Chiricahua has been one of my favorite hikes yet. We did the Echo Canyon loop trail, which is chock full of great sights. You see columns up close and at a distance, with relatively little pain for a 3.3 mile trail. Several other longer trails looked like fun, and I intend to be back to check them out.
Petrified Forest National Park
Although this was the most famous of my destinations, the miner0logy for this one was the toughest to research! Petrified Forest National Park contains its eponymous petrified wood, but it’s also famous for the colorful sands of the painted desert. I found lots of information on petrified wood; it is formed by felled trees that, because they get buried for some reason, are not subject to the normal decay processes. The wood turns to agate (like those agate slices from geodes that I used to collect as a kid) and the result is beautiful colors and stone. Some of the wood is imperfectly agatized, and still contains ancient DNA, which is also cool. It’s pretty cool to think that the grassland desert of Petrified Forest was once an equatorial forest full of enormous trees. What a difference 200 million years makes!
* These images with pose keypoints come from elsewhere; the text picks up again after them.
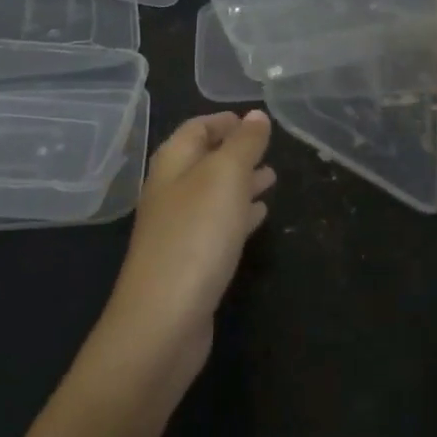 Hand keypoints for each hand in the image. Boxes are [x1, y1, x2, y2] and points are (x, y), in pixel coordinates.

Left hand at [97, 110, 275, 385]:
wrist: (163, 321)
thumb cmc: (196, 236)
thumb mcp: (225, 177)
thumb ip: (244, 144)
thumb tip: (257, 115)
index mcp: (173, 164)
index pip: (196, 128)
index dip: (225, 120)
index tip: (257, 122)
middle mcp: (170, 191)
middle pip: (204, 160)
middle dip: (237, 152)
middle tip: (270, 150)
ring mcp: (178, 229)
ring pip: (214, 194)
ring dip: (241, 183)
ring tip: (273, 179)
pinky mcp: (189, 261)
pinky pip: (217, 226)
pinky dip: (239, 214)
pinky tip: (260, 217) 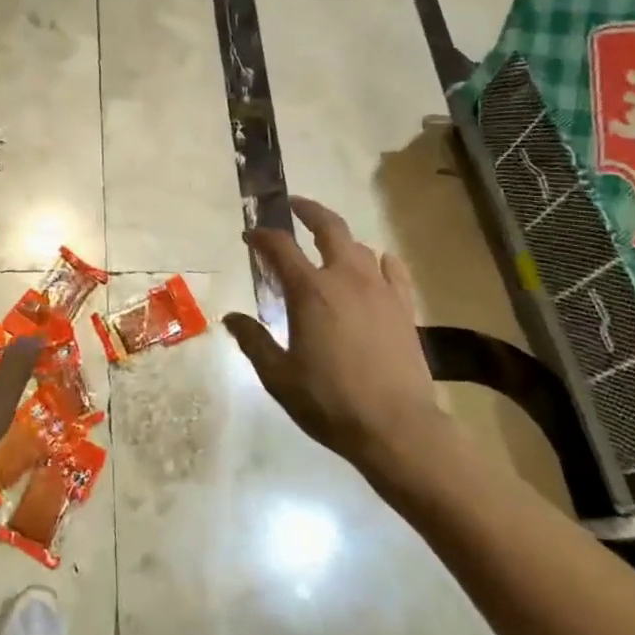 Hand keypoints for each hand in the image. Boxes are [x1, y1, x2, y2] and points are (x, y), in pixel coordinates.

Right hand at [223, 198, 456, 486]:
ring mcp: (380, 290)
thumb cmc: (330, 401)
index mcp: (310, 291)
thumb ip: (254, 341)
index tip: (250, 236)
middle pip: (328, 227)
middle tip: (293, 206)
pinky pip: (393, 269)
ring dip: (340, 239)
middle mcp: (345, 278)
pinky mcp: (404, 307)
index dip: (262, 236)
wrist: (397, 428)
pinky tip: (376, 264)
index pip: (280, 247)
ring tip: (328, 244)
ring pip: (359, 247)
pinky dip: (379, 261)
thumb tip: (231, 317)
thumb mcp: (278, 376)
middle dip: (308, 211) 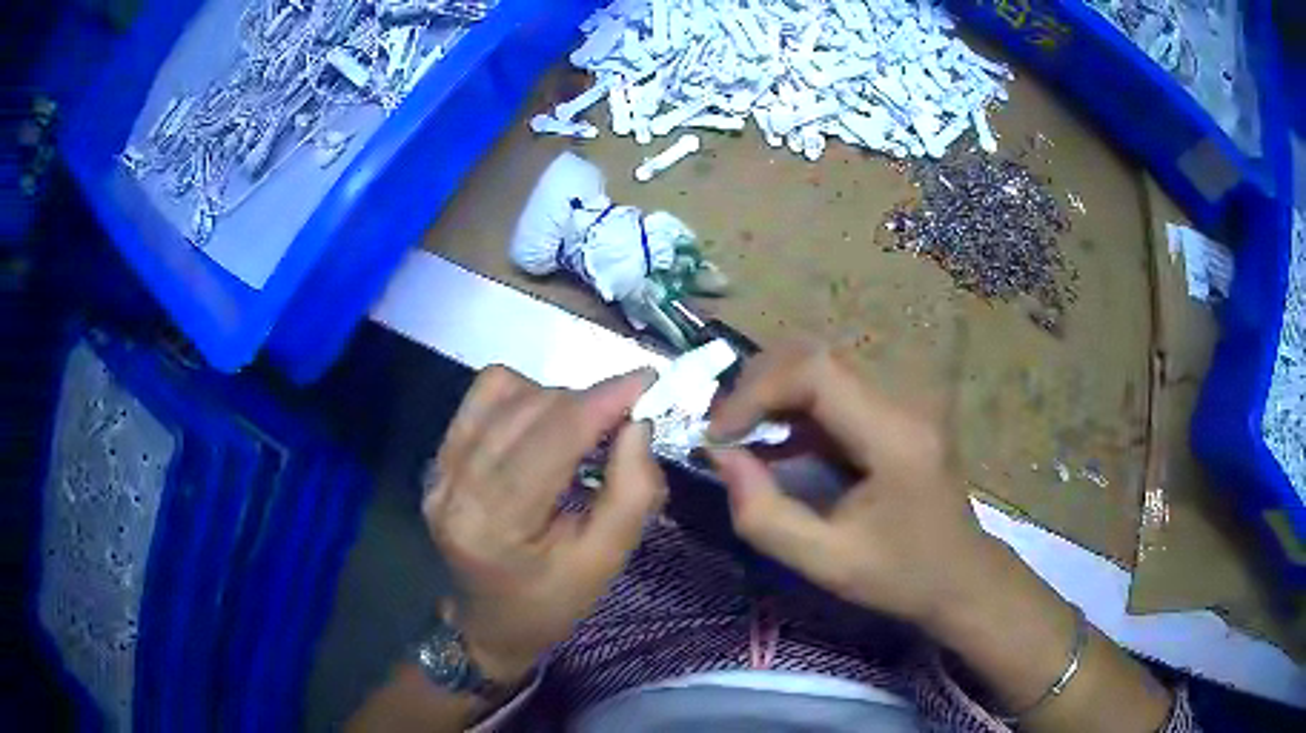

The painted desert was harder to research. The different colors are due to different layers of rock from different eras. But I wanted to know why some were blue or red or purple or yellow! What chemicals? The internet is built by geeks of the bit variety and less the atom variety, so my struggle turned up little in the initial investigation. So, I take it as a great challenge for a future post!
Petrified Forest was a bit cold this time of year! The low overnight when we were there was 22. So I must recommend it with a tad more warmth. But the hiking was great. We did a backwoods trail by the Jasper Forest and walked along the dirt road that once brought stage coaches from the railroad station. If such a landscape feels alien to us, with TV and internet bringing us HD video of any place at a click, one thinks what a landscape felt like in 1906 when the park was designated as a national monument. Even today, it’s an open, austere place, full of ruins 200 million years old.
Great photos, Karen! I’m adding these spots to my list–I’ve been to White Sands several times, but it’s always new every time I go there!